Task details:
I need the lines below from the one with "translate:0 -50%; text-align:left" down to the one with "position:absolute; left:10px; top:10px;" reproduced exactly, both ends included, and nothing else.
□ □ □ □ □
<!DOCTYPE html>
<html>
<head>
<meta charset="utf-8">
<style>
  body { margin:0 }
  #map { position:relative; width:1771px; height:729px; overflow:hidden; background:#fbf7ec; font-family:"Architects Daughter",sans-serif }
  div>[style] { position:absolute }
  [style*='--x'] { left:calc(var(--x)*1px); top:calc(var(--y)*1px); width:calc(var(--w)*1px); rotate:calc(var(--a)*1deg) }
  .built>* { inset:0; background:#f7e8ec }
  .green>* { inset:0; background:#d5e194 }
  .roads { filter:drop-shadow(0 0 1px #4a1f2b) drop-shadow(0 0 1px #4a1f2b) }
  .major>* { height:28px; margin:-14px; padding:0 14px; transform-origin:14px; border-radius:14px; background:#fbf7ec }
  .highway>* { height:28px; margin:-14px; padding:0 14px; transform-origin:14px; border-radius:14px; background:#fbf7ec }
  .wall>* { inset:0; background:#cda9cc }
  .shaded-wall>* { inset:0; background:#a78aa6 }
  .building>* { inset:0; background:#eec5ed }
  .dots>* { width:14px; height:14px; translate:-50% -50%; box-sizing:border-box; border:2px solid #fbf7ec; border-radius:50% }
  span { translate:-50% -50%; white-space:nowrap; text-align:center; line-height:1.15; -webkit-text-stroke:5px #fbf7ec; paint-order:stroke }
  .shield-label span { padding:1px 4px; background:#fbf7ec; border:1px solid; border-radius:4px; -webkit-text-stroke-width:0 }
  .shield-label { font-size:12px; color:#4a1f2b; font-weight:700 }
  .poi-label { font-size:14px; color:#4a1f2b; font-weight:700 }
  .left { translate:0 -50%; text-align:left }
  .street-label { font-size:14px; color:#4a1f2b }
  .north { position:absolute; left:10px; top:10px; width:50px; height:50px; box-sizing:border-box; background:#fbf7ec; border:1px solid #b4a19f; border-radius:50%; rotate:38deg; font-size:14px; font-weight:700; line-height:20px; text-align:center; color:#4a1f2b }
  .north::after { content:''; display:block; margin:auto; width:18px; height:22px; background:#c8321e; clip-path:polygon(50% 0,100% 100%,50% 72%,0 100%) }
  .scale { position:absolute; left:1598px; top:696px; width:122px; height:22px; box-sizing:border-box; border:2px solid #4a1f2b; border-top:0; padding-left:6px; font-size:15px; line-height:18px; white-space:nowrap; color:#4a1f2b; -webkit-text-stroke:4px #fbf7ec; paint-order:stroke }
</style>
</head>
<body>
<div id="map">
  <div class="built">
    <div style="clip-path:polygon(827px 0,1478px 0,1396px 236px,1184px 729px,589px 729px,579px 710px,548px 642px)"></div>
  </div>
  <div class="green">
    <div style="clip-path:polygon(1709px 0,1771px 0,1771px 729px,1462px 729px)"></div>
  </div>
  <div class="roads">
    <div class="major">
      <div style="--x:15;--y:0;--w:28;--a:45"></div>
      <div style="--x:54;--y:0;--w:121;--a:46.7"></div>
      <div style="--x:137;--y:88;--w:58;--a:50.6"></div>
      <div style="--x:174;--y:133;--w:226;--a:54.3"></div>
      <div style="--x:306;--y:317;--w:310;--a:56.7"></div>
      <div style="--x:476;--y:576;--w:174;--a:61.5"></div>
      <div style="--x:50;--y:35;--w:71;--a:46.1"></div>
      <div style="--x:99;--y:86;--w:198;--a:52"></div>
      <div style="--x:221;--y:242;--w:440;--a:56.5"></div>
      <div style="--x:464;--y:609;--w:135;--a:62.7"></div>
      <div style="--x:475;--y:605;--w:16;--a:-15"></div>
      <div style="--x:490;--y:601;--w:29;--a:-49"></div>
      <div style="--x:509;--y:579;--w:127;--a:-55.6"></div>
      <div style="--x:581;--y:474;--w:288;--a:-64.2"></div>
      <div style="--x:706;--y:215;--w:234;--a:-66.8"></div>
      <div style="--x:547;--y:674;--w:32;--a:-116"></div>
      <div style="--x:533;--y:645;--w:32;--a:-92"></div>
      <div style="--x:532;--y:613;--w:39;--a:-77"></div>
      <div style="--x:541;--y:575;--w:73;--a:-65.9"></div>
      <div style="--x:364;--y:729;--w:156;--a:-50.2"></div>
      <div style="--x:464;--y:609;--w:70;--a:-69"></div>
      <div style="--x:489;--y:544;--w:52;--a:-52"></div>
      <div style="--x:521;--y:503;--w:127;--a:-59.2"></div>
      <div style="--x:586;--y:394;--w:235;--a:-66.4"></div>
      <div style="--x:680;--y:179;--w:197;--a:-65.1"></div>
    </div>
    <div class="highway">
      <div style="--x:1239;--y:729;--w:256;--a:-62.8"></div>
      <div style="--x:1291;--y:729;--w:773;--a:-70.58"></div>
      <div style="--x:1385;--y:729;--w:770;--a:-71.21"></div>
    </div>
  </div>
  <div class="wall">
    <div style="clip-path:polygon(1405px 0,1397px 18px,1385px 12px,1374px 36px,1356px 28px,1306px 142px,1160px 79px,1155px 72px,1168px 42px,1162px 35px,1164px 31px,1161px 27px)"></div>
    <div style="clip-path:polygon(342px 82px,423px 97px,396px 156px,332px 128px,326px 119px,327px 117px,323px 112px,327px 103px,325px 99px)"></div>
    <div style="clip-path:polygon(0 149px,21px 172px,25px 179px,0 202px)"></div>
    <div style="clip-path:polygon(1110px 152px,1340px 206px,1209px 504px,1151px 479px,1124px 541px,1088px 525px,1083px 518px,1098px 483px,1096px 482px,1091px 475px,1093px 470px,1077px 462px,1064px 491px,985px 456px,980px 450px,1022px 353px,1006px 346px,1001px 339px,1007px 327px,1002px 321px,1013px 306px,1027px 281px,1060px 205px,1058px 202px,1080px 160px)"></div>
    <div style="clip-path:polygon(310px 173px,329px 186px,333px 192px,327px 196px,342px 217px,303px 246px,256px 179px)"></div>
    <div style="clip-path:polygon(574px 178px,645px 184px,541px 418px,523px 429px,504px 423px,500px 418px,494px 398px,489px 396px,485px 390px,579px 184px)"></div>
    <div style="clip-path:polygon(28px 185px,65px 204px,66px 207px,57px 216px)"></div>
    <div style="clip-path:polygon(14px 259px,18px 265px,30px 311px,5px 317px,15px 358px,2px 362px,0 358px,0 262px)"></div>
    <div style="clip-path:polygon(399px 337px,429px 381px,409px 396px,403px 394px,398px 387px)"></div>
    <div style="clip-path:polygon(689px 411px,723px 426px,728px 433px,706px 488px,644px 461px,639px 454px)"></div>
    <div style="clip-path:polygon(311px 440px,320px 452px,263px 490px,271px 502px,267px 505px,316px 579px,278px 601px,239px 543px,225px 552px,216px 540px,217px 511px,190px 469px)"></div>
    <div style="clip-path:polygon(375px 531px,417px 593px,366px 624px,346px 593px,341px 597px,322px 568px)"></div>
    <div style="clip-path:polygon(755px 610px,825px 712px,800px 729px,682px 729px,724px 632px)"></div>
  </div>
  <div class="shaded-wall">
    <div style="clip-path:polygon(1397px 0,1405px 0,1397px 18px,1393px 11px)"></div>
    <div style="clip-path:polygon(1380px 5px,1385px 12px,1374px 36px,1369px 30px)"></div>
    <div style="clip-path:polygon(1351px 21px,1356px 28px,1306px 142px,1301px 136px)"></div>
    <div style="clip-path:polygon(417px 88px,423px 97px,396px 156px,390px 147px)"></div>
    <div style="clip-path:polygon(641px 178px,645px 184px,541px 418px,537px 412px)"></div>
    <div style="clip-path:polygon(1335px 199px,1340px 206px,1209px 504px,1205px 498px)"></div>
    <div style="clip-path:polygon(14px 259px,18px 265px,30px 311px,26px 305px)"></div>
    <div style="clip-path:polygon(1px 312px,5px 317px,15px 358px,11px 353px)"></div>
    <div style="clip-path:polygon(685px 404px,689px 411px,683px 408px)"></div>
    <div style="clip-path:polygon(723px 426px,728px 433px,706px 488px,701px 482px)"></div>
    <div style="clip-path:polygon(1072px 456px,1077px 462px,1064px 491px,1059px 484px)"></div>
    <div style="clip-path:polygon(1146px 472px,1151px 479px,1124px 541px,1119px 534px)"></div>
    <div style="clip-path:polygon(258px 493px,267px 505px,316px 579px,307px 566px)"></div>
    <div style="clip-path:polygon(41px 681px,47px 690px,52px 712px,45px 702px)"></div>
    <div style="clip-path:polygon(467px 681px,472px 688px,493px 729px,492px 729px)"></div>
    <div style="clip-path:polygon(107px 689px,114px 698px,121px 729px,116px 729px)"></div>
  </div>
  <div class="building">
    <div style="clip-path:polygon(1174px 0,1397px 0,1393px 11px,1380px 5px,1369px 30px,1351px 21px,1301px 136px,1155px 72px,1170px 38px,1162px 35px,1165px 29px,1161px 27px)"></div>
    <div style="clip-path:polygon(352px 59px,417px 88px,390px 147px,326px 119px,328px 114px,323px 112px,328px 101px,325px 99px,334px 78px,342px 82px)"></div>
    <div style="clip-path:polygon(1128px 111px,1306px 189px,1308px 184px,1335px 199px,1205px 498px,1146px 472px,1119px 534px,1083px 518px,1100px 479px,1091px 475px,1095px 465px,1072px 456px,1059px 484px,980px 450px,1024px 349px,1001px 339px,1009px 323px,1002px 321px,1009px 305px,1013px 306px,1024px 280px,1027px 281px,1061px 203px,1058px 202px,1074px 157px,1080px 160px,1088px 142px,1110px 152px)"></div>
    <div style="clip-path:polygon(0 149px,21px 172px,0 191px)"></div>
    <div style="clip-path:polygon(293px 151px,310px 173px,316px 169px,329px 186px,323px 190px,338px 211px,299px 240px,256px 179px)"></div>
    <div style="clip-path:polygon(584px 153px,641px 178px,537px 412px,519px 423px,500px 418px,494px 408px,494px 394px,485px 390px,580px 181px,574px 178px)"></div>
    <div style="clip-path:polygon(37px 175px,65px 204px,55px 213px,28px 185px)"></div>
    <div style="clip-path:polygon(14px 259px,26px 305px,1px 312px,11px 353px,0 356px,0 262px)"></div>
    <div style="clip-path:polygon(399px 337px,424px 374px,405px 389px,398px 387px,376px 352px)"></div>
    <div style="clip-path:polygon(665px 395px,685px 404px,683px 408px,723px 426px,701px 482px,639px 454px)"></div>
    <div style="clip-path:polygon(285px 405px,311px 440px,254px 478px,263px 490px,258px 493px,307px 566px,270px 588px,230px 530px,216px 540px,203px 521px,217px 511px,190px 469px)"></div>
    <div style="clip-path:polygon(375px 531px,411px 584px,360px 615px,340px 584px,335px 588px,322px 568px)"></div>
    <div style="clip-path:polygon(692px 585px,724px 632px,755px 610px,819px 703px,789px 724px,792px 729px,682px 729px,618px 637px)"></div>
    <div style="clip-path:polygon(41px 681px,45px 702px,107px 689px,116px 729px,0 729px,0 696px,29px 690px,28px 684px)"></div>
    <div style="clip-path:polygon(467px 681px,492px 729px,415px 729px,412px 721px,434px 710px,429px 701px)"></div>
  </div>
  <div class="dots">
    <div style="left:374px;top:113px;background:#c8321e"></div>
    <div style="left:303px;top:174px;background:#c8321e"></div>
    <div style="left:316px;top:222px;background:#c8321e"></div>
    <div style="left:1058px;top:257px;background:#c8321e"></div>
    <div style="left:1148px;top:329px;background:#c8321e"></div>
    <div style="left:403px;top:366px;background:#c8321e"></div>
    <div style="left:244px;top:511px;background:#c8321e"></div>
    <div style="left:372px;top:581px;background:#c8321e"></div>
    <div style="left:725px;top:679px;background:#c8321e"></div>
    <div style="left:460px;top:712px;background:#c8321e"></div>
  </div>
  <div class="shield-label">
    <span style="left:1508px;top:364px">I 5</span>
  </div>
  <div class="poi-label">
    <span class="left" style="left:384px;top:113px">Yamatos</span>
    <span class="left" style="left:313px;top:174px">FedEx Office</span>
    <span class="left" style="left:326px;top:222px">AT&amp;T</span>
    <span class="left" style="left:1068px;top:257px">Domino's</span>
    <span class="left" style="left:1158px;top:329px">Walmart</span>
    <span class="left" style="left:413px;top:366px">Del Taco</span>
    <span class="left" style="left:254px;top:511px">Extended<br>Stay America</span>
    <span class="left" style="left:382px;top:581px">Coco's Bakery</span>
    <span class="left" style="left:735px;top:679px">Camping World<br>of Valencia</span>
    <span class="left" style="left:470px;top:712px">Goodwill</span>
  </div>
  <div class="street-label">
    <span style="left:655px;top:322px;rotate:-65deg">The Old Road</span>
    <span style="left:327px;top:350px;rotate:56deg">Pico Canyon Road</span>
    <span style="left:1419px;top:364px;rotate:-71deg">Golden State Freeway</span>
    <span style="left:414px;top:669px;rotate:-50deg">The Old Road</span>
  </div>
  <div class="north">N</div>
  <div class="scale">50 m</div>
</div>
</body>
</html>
□ □ □ □ □
Response to the exercise:
  .left { translate:0 -50%; text-align:left }
  .street-label { font-size:14px; color:#4a1f2b }
  .north { position:absolute; left:10px; top:10px; width:50px; height:50px; box-sizing:border-box; background:#fbf7ec; border:1px solid #b4a19f; border-radius:50%; rotate:38deg; font-size:14px; font-weight:700; line-height:20px; text-align:center; color:#4a1f2b }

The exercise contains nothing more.